**STUDY MATERIAL**
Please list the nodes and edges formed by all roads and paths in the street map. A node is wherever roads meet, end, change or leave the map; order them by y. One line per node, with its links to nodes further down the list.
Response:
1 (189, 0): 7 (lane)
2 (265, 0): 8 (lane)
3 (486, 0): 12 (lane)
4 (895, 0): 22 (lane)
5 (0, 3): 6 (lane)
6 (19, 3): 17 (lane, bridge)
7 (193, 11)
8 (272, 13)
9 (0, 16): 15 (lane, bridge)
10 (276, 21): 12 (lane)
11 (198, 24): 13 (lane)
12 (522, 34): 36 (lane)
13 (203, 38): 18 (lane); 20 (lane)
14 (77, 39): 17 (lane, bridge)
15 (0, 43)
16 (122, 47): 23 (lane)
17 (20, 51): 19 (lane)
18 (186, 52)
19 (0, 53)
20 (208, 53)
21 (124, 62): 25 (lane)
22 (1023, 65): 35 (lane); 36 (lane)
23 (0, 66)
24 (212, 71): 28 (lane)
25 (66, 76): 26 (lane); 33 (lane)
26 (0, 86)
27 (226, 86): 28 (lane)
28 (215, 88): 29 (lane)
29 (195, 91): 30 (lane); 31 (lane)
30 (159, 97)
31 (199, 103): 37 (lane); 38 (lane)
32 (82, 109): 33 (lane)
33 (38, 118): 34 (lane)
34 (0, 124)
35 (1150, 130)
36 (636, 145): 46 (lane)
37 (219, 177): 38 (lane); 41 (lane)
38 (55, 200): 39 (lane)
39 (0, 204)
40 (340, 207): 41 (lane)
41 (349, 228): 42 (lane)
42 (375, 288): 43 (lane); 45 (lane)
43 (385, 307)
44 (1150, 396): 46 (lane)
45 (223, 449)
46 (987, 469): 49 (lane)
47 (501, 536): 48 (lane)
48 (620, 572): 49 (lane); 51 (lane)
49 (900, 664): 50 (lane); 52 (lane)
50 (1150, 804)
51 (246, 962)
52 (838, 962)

**WHAT THE TASK ASKS**
Which of the lines in the listing above include "bridge"? Report each of them.

**ANSWER BELOW**
6 (19, 3): 17 (lane, bridge)
9 (0, 16): 15 (lane, bridge)
14 (77, 39): 17 (lane, bridge)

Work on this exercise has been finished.